- _What you have to do_
Exact repetition of the data below is required.

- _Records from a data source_

+--

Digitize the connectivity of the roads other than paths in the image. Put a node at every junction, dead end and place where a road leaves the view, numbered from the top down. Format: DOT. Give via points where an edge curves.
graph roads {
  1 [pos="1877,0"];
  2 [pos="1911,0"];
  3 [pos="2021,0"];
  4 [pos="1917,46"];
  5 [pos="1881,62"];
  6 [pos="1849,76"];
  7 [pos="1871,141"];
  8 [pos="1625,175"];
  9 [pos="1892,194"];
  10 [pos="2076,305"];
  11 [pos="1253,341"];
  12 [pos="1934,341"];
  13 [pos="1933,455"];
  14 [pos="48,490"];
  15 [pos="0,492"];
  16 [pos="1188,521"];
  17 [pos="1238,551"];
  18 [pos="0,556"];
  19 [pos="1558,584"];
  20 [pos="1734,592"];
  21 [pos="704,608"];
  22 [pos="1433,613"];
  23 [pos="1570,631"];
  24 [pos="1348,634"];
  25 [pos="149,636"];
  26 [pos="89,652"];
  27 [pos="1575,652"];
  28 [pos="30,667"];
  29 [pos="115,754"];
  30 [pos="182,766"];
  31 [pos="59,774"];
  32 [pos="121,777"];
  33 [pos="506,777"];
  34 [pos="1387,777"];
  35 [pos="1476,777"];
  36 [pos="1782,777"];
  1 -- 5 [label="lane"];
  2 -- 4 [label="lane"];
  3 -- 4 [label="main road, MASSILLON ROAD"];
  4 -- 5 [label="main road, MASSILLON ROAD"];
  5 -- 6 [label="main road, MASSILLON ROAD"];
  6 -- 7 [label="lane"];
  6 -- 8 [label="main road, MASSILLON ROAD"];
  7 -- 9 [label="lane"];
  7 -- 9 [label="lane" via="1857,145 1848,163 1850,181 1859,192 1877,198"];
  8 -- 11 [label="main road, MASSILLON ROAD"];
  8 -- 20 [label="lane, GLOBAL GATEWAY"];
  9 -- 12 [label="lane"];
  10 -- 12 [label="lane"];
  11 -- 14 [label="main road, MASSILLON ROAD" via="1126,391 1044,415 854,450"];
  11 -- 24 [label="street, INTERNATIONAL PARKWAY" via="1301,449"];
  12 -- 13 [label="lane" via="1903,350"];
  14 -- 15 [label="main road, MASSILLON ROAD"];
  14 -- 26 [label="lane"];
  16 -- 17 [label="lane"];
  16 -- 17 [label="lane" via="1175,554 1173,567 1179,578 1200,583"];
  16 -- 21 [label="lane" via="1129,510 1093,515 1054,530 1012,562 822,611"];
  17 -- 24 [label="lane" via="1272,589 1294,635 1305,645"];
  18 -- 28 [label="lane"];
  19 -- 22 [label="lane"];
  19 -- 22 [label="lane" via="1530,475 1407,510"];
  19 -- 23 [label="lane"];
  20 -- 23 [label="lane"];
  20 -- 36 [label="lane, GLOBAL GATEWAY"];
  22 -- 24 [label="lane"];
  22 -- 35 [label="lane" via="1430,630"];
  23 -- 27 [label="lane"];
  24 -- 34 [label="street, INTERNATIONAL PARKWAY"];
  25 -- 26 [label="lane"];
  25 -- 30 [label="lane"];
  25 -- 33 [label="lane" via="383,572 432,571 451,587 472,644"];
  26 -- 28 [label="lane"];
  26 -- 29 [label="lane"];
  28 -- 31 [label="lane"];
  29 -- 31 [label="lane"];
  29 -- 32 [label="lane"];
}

+--

- _Answer space_
Digitize the connectivity of the roads other than paths in the image. Put a node at every junction, dead end and place where a road leaves the view, numbered from the top down. Format: DOT. Give via points where an edge curves.
graph roads {
  1 [pos="1877,0"];
  2 [pos="1911,0"];
  3 [pos="2021,0"];
  4 [pos="1917,46"];
  5 [pos="1881,62"];
  6 [pos="1849,76"];
  7 [pos="1871,141"];
  8 [pos="1625,175"];
  9 [pos="1892,194"];
  10 [pos="2076,305"];
  11 [pos="1253,341"];
  12 [pos="1934,341"];
  13 [pos="1933,455"];
  14 [pos="48,490"];
  15 [pos="0,492"];
  16 [pos="1188,521"];
  17 [pos="1238,551"];
  18 [pos="0,556"];
  19 [pos="1558,584"];
  20 [pos="1734,592"];
  21 [pos="704,608"];
  22 [pos="1433,613"];
  23 [pos="1570,631"];
  24 [pos="1348,634"];
  25 [pos="149,636"];
  26 [pos="89,652"];
  27 [pos="1575,652"];
  28 [pos="30,667"];
  29 [pos="115,754"];
  30 [pos="182,766"];
  31 [pos="59,774"];
  32 [pos="121,777"];
  33 [pos="506,777"];
  34 [pos="1387,777"];
  35 [pos="1476,777"];
  36 [pos="1782,777"];
  1 -- 5 [label="lane"];
  2 -- 4 [label="lane"];
  3 -- 4 [label="main road, MASSILLON ROAD"];
  4 -- 5 [label="main road, MASSILLON ROAD"];
  5 -- 6 [label="main road, MASSILLON ROAD"];
  6 -- 7 [label="lane"];
  6 -- 8 [label="main road, MASSILLON ROAD"];
  7 -- 9 [label="lane"];
  7 -- 9 [label="lane" via="1857,145 1848,163 1850,181 1859,192 1877,198"];
  8 -- 11 [label="main road, MASSILLON ROAD"];
  8 -- 20 [label="lane, GLOBAL GATEWAY"];
  9 -- 12 [label="lane"];
  10 -- 12 [label="lane"];
  11 -- 14 [label="main road, MASSILLON ROAD" via="1126,391 1044,415 854,450"];
  11 -- 24 [label="street, INTERNATIONAL PARKWAY" via="1301,449"];
  12 -- 13 [label="lane" via="1903,350"];
  14 -- 15 [label="main road, MASSILLON ROAD"];
  14 -- 26 [label="lane"];
  16 -- 17 [label="lane"];
  16 -- 17 [label="lane" via="1175,554 1173,567 1179,578 1200,583"];
  16 -- 21 [label="lane" via="1129,510 1093,515 1054,530 1012,562 822,611"];
  17 -- 24 [label="lane" via="1272,589 1294,635 1305,645"];
  18 -- 28 [label="lane"];
  19 -- 22 [label="lane"];
  19 -- 22 [label="lane" via="1530,475 1407,510"];
  19 -- 23 [label="lane"];
  20 -- 23 [label="lane"];
  20 -- 36 [label="lane, GLOBAL GATEWAY"];
  22 -- 24 [label="lane"];
  22 -- 35 [label="lane" via="1430,630"];
  23 -- 27 [label="lane"];
  24 -- 34 [label="street, INTERNATIONAL PARKWAY"];
  25 -- 26 [label="lane"];
  25 -- 30 [label="lane"];
  25 -- 33 [label="lane" via="383,572 432,571 451,587 472,644"];
  26 -- 28 [label="lane"];
  26 -- 29 [label="lane"];
  28 -- 31 [label="lane"];
  29 -- 31 [label="lane"];
  29 -- 32 [label="lane"];
}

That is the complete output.